Whenever you have a fast moving market, like I can go through the PC industry. And I can start naming like 15 companies that just don't exist anymore. Like back in the day. You would get a page in PC magazine, you list your computers and you had the gateway 2000. I think it was called gateway T.
It was definitely called gateway computers and they sold a ton of computers through PC magazine. And Dell was one of those original ones that was there as well. You had gosh, a zoo. Zeus you had I can't even remember all of them, but a Compaq for that matter compacts gone. You have a whole bunch of companies that used to sell computers. Direct to consumers, to businesses and whatnot.
They just don't exist anymore. That's what happens in a fast paced market, even a maturing market. The thing with this AI market is maturing so rapidly that some of these companies are going to appear like they're doing something. That is very interesting and. The next day, you're going to see somebody else doing the same exact thing. For less money.
And so if it gets commoditized too quickly, they lose their R D budgets. It doesn't mean that we don't benefit because it that rapid movement to commoditization. Means that we won't go. Bankrupt. Implementing AI technology. All right. Finally, Hey, I could become a commodity in mature technologies, one where everyone knows how to build it so forth and so on.
And we've looked at that the final one is today's AI remains ruinously expensive to run, and they just talk about the fact that. You have the quote from Sequoyah. Capital Silicon valley venture capital forms. Coya that the industry spent 50 billion on chips from Nvidia to train AI in 2023. But only brought in 3 billion in revenue. Again, not uncommon early on in the evolution of a new platform or new capability within technology. And that make no mistake about it.
This is a new capability.
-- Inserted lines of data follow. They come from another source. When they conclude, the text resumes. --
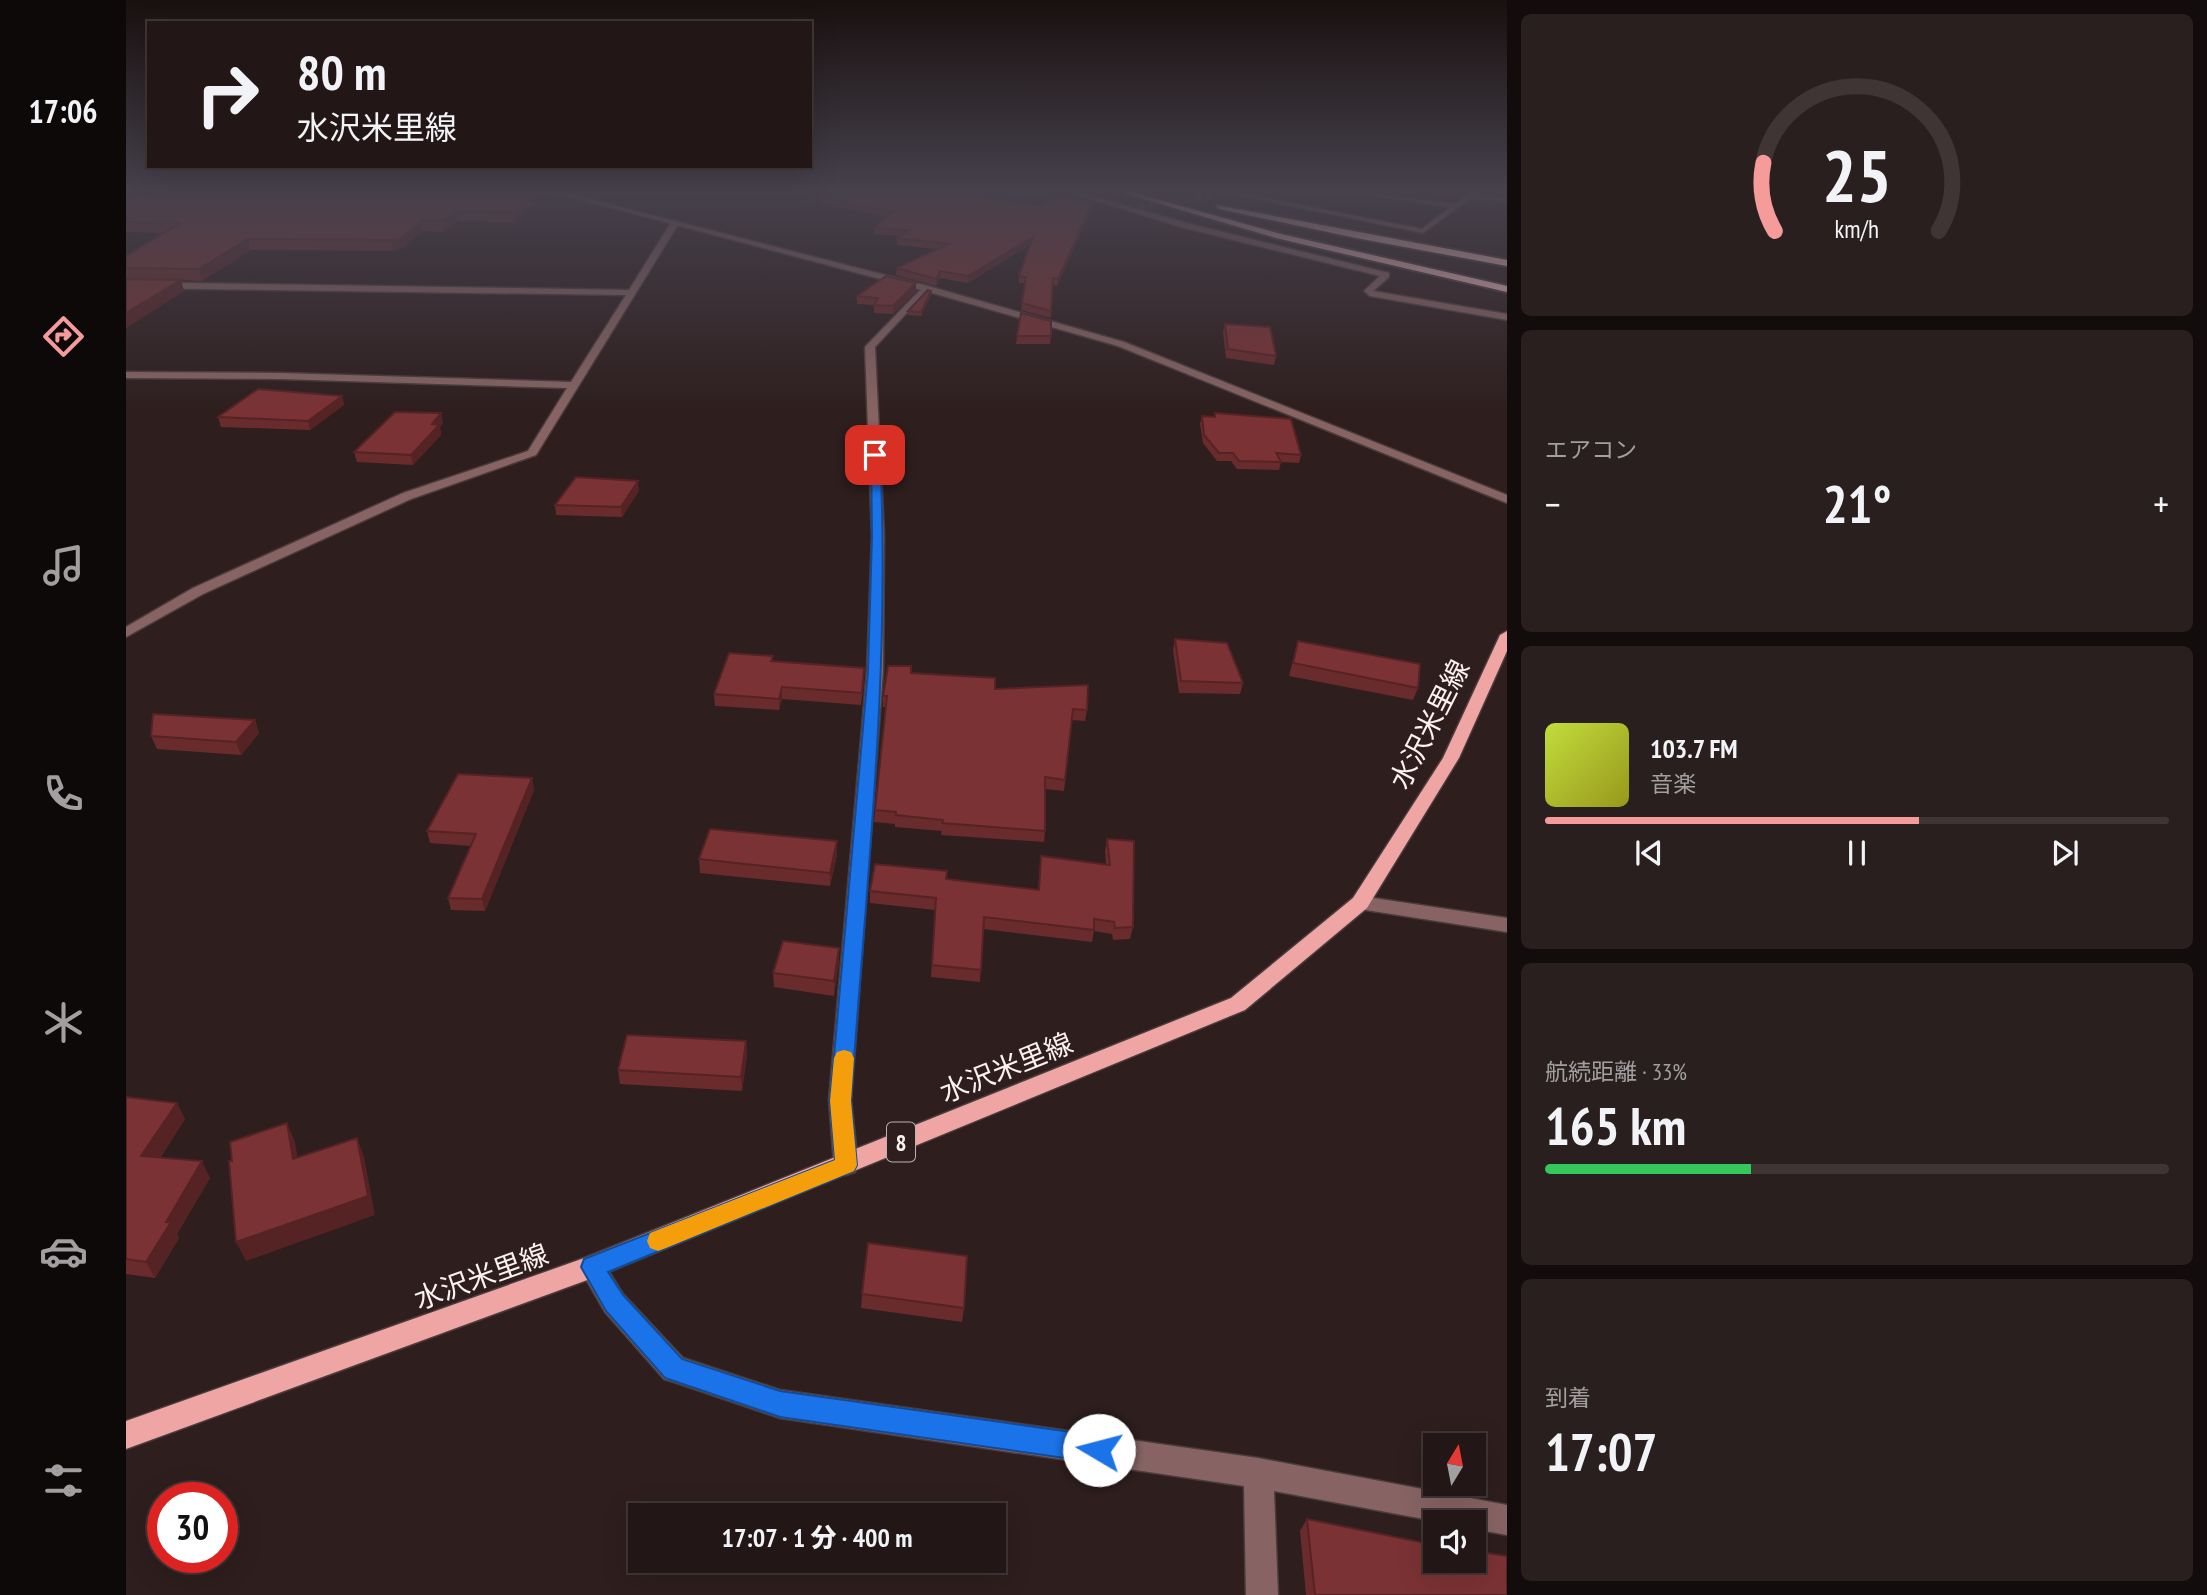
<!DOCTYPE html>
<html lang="ja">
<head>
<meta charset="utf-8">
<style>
  :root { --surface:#221616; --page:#2a1f1f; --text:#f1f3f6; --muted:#a29fa1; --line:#3f3535; --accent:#f59b9a }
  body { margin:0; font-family:"PT Sans Narrow","Noto Sans JP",sans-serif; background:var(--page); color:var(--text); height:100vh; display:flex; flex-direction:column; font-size:26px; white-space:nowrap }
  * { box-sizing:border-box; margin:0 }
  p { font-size:23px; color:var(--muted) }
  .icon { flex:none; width:38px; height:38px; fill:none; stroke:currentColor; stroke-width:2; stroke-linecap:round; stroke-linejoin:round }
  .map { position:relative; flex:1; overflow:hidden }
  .panel { display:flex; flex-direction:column; gap:14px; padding:14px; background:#130c0c; width:700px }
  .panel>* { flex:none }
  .top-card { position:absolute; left:21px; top:21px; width:665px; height:147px; border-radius:0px; box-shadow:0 7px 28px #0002,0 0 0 2px var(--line); background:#221616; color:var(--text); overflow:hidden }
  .needle { width:46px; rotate:10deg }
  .tools { position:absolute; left:1297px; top:1433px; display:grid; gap:14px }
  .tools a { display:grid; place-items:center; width:63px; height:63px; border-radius:0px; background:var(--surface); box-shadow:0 7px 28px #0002,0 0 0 2px var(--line); font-size:35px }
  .speed { position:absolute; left:21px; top:1482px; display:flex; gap:14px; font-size:35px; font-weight:700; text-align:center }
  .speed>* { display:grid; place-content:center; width:91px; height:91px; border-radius:50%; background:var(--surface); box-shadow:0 7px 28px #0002,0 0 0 2px var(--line); line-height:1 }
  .speed .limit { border:10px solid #d22; background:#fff; color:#111 }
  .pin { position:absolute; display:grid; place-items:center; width:60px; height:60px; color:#fff; margin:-30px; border-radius:14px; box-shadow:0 4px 10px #0006 }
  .me { position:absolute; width:77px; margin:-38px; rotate:278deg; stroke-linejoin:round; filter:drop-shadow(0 0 5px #0008) }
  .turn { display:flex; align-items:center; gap:24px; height:147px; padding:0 35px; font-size:32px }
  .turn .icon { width:91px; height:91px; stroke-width:2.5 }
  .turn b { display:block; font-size:49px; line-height:60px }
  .big { font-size:52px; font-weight:800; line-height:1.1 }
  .panel .widget { flex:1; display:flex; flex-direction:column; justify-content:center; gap:10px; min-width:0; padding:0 24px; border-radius:10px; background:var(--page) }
  .panel .dial { align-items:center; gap:0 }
  .dial svg { height:182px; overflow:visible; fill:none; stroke:var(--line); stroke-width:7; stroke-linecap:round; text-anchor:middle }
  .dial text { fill:var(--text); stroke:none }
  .song { display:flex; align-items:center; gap:21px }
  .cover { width:84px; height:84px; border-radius:10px; background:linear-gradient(135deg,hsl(70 70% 55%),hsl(60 70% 35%)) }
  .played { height:7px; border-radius:4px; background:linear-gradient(90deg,var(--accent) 60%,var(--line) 60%) }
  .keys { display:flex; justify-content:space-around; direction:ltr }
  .heat { display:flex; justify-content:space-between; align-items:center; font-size:38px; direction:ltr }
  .charge { height:10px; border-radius:5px; background:linear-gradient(90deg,#34c759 33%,var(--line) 0) }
  .trip { position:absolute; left:502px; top:1503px; width:378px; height:70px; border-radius:0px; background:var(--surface); box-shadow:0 7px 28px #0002,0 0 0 2px var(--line); font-weight:800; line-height:70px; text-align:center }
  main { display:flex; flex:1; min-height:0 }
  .tab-bar { display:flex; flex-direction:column; width:126px; justify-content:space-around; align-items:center; background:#0e0909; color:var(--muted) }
  .tab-bar .icon { width:49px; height:49px }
  .tab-bar .selected { color:var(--accent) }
  .tab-bar b { font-size:32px; color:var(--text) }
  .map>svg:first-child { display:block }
</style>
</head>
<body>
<main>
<nav class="tab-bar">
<b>17:06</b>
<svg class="icon selected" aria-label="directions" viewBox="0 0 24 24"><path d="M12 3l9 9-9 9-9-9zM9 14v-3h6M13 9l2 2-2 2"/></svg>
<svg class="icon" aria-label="music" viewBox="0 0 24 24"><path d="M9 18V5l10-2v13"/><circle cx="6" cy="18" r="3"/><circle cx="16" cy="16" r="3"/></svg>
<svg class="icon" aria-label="phone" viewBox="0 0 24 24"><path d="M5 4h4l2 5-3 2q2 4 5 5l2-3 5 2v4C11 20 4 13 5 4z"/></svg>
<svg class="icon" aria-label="climate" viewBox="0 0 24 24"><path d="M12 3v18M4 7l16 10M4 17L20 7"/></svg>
<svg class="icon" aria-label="car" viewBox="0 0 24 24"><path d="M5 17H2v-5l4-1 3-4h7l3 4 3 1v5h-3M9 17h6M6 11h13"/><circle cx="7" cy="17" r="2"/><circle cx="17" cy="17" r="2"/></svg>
<svg class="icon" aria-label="filters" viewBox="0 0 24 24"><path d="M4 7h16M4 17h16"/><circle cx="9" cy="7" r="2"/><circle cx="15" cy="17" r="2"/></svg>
</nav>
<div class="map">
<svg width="1381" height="1595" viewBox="0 0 1381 1595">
  <rect width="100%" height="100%" fill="#2e1e1e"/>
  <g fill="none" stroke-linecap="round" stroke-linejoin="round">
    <path stroke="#4d3e3e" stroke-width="8" stroke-dasharray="8 3.5" stroke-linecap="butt" d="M1011,207L1100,192"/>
    <defs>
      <path id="minor" d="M936,190H946L1060,223L1263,273V277L1247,291L1381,314V320L1244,296L1238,291L1254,276L1055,227Z
        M1086,190H1098L1296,229L1324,207L1212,190L1329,204L1347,190H1354L1349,195L1381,198V202L1345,198L1297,233Z
        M546,221L553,223L410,455L285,499L77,594L0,637V627L67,588L277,493L402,451L441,388L155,379L0,378V372L155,373L445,382L500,295L0,288V282L503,290Z
        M799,285L802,290L749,347L758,536L757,671L725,1100L732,1165L729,1172L720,1175L711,1172L708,1165L703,1100L741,671L746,536L739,347Z
        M1234,896L1381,918V932L1227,908L1224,903L1227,898Z
        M466,1255L475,1259L497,1294L557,1358L654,1390L1132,1458L1381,1505V1535L1348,1529V1522H1314L1148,1491L1152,1595H1120L1118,1486L654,1418L548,1382L538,1379L479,1312L453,1267L457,1259Z"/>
      <path id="tertiary" d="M418,190H428L802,286L998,342L1381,495V503L992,346L796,290Z"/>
      <path id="primary" d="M1381,631V651L1333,758L1241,908L1119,1010L475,1275L0,1449V1421L461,1257L1105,998L1227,898L1317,758L1374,635Z"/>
      <path id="trunk" d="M987,190H998L1155,234L1381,286V292L1150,238Z
        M1090,205L1381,260V266L1230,238L1093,209Z"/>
    </defs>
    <use href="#minor" stroke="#4b3c3b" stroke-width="3"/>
    <use href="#tertiary" stroke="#4b3c3b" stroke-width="3"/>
    <use href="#primary" stroke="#4b3c3b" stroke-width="3"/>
    <use href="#trunk" stroke="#4b3c3b" stroke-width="4"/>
    <use href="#minor" fill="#876463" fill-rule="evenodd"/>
    <use href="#tertiary" fill="#876463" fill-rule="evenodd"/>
    <use href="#primary" fill="#eea5a4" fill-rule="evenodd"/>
    <use href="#trunk" fill="#f1bab9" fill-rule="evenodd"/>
  </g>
  <path fill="#6a2b2d" d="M0,190H420V193L389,223L332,221L318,232L296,231L277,248L267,251L125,250L76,281L55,280L58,291L0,328V256L38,233L0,232Z
    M720,190H848V192L914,207L967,201V206L931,286L927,285L925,318L895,310L899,283H893V276L905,244L842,283L814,278L810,286L770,275L771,268L812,249L771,245V238L774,236L748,234V228L760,217L694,203V197Z
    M790,291L767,314L748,313V305L731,304V296Z
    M805,295L795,316L782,315V311Z
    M895,313L925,336L924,344H890Z
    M1099,324L1150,356L1148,365L1100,358L1097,332Z
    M216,396L218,405L184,430L95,427L92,417Z
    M1089,413L1175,455L1173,463L1155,462L1153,470L1111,469L1105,461H1091L1077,443L1074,424L1076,416L1088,417Z
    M317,423L314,427L315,435L287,465L231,462L228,452Z
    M513,491L496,517L430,515L429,505Z
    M1049,639L1117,683L1114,694L1053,693L1047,650Z
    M1172,641L1292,688L1287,700L1163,676Z
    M647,656V661L738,679L735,705L656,699L653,710L589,706L588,694Z
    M785,673L869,689L961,710L959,721L946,720L938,791L919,789V831L918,842L815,835L816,831L769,827V824L748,822L760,707H757V696Z
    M129,720L133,733L115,755L31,749L25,736Z
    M406,778L408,790L359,911L325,910L322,898L345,846L304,843L301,831Z
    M981,839L1007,927L1004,939L987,940L986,934L968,931L966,942L857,929L854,982L805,977L809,910L744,903V891L820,879L912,890L915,856L980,864L979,851Z
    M711,855L704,886L574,873L573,859Z
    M713,948V962L708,996L648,987L647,973Z
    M620,1041L621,1055L616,1091L494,1084L492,1070Z
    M0,1097L59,1119L34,1158L84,1178L51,1234L53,1238L29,1278L0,1274Z
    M736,1294L838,1308L836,1322L735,1308Z
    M1181,1519L1309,1545L1381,1595H1180L1174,1531Z"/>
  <path fill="#562324" d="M4,190H30L0,202V191Z
    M413,190H420V193L389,223L388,212Z
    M967,201V206L931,286L932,279Z
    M331,211L332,221L318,232L316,221Z
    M295,221L296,231L277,248L267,251L265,240Z
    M907,237V243L842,283V276Z
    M122,239L125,250L76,281L73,269Z
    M814,271V278L810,286V279Z
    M55,280L58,291L0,328V313Z
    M790,283V291L767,314V306Z
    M805,291V295L795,316V312Z
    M216,396L218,405L184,430L182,421Z
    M315,413L317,423L314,427L315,435L287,465L285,455Z
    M512,481L513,491L496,517L495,507Z
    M656,687V699L653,710V699Z
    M129,720L133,733L115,755L110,742Z
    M406,778L408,790L359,911L356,899Z
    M711,841V855L704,886V873Z
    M713,948V962L708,996V981Z
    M620,1041L621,1055L616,1091L615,1077Z
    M51,1103L59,1119L24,1172L15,1156Z
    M161,1123L169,1142L175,1178L167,1159Z
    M231,1138L238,1157L249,1215L120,1261L110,1242Z
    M76,1161L84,1178L51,1234L53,1238L29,1278L20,1262L40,1222Z"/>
  <path fill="#7b3234" stroke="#562324" stroke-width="2" d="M28,190H413L388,212L331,211L316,221H295L275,238L265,240L122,239L73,269L0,268V256L54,223L0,222V202Z
    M720,190H845L843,191L914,207L925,195L967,201L932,279L927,278L925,311L896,303L900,277L893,276L907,237L842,276L814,271L810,279L771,268L823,244L771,238L782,230L748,228L766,212L694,197Z
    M760,276L790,283L767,306L748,305L752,298L731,296Z
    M0,279L55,280L0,313Z
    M802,290L805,291L795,312L782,311Z
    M895,313L925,321V336H891Z
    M1099,324L1144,327L1150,356L1102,349Z
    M132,389L216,396L182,421L92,417Z
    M269,412L315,413L306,424L313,425L285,455L228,452Z
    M1089,413L1165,419L1175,455L1150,453L1155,462L1113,461L1107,453H1093L1078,435L1076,416L1089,417Z
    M450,477L512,481L495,507L429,505Z
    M1049,639L1101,643L1117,683L1055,681Z
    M1172,641L1294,664L1292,688L1167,663Z
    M603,653L647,656L645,661L738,668L736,693L656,687L653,699L588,694Z
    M762,666H785V673L869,678V689L962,685L961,710L947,709L939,780L919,777V831L816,823L817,820L770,815V812L749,810L761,696H757Z
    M27,714L129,720L110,742L25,736Z
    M332,774L406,778L356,899L322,898L350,834L301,831Z
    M584,829L711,841L704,873L573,859Z
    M981,839L1008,841L1007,927L989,928L988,922L968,919V930L858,917L855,970L806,965L810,898L744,891L749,864L821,871L820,879L913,890L915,856L984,865Z
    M657,941L713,948L708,981L647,973Z
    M501,1035L620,1041L615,1077L492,1070Z
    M0,1097L51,1103L15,1156L76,1161L40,1222H45L20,1262L0,1259Z
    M161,1123L167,1159L231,1138L242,1196L110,1242L103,1161H106L104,1142Z
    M742,1243L841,1256L838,1308L736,1294Z
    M1181,1519L1309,1545V1561H1348V1551L1381,1556V1595H1189Z"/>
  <linearGradient id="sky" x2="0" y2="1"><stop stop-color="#191010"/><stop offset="0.46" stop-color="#46414c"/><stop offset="1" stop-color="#46414c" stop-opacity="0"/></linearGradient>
  <rect width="1381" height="413" fill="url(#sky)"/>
  <path fill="#1a73e8" stroke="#114b97" stroke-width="2" d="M745,452L754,455C765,670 740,886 725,1101L731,1165L728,1171L482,1272L497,1295L556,1359L654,1391L973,1436L982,1440L986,1450L982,1459L973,1463L654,1417L548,1381L539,1378L480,1311L455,1267L458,1259L709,1160L704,1101L742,671L746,536Z"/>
  <path fill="#f59e0b" d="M718,1050L725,1052L728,1058L725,1101L731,1165L728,1171L540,1248L532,1251L524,1248L521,1241L524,1233L709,1160L704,1101L708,1058L711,1052Z"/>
  <g text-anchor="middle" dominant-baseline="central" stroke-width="7" stroke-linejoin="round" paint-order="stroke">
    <rect fill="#2e1e1e" stroke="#beb2b1" stroke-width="2" x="761" y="1122.5" width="28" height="39" rx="5"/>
    <g font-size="23" font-weight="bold" fill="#fcf1f0">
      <text x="775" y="1142">8</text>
    </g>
    <g font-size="28" fill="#fcf1f0" stroke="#2e1e1e">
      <text transform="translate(1303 724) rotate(-63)">水沢米里線</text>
      <text transform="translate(880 1067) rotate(-22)">水沢米里線</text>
      <text transform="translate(355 1276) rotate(-20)">水沢米里線</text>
    </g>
  </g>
</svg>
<div class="tools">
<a><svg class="needle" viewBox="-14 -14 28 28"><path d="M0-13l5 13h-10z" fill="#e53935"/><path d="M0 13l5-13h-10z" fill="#a29fa1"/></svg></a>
<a><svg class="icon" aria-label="sound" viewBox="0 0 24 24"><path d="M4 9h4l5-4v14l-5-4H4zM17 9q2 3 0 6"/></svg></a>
</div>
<div class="speed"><div class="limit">30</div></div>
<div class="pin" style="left:749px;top:455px;background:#d93025"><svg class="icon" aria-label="arrive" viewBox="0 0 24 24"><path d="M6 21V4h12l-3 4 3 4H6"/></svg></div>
<svg class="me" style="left:973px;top:1450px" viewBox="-20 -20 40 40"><circle r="19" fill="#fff"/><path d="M0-13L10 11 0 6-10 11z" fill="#1a73e8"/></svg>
<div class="trip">17:07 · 1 分 · 400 m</div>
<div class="top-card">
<div class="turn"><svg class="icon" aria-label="right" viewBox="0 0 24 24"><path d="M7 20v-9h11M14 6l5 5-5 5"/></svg><div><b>80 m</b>水沢米里線</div></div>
</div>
</div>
<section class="panel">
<div class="widget dial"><svg viewBox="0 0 100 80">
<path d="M14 69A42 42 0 1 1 86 69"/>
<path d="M14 69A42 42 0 0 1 9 39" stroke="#f59b9a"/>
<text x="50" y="56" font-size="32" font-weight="700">25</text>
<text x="50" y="72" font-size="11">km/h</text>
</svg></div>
<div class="widget"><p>エアコン</p>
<div class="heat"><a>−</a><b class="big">21°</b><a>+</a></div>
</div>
<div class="widget">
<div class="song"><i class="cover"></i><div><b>103.7 FM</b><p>音楽</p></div></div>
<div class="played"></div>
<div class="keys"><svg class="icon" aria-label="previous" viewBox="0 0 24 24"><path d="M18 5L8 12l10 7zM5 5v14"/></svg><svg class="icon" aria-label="pause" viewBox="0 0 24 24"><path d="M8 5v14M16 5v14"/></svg><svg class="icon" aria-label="next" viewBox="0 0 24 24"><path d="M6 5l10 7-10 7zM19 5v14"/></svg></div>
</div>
<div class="widget"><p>航続距離 · 33%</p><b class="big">165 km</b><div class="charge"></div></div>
<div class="widget"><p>到着</p><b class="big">17:07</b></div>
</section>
</main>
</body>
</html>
It's very interesting. And but it's not sustainable. And if it commoditizes too quickly, that money goes away. And then finally they talk about the fact that there's a lot of research around the fact that we are not seeing the kind of productivity gains there's narrow use cases for this slow adoption. Again, I don't think this is a out of the ordinary for newer technologies.
It does take a little time to figure out, Hey, where are we going to use this? And and what is the the value? And then. Propagating that across the entire organization. Let me tell you where I think the magic is of the the AI models that we see. I think there is magic in and layering on the ability to have natural language and there's. There's magic in the ability to layer on computer vision. I think the other thing is we are underestimating the combination of technology.
So the combination of automation. And AI, I think represents a significant benefit. I'm talking about non programming automation. So a no code automation kind of tools and AI. I think we'll create all sorts of workflows. Now it's challenging to manage those workflows, but I think that is going to be. The area where we see a significant move and opportunity.
And so if I were a CIO right now I would still be, I'd still be bullish. I'd still be moving forward very quickly. As I've said before, I'd be standing up. My governance team, I would be educating my governance team. I would share an article like this one. Not all the articles you share with them should be bullish.
Some should be. Bearish on the on the potential of AI. And paint as, as accurate as picture as possible. But then I would explore the different use cases and the different layering of technologies. That can lead to gains. All right. We're at 15 minutes, I'm going to end that's all for today.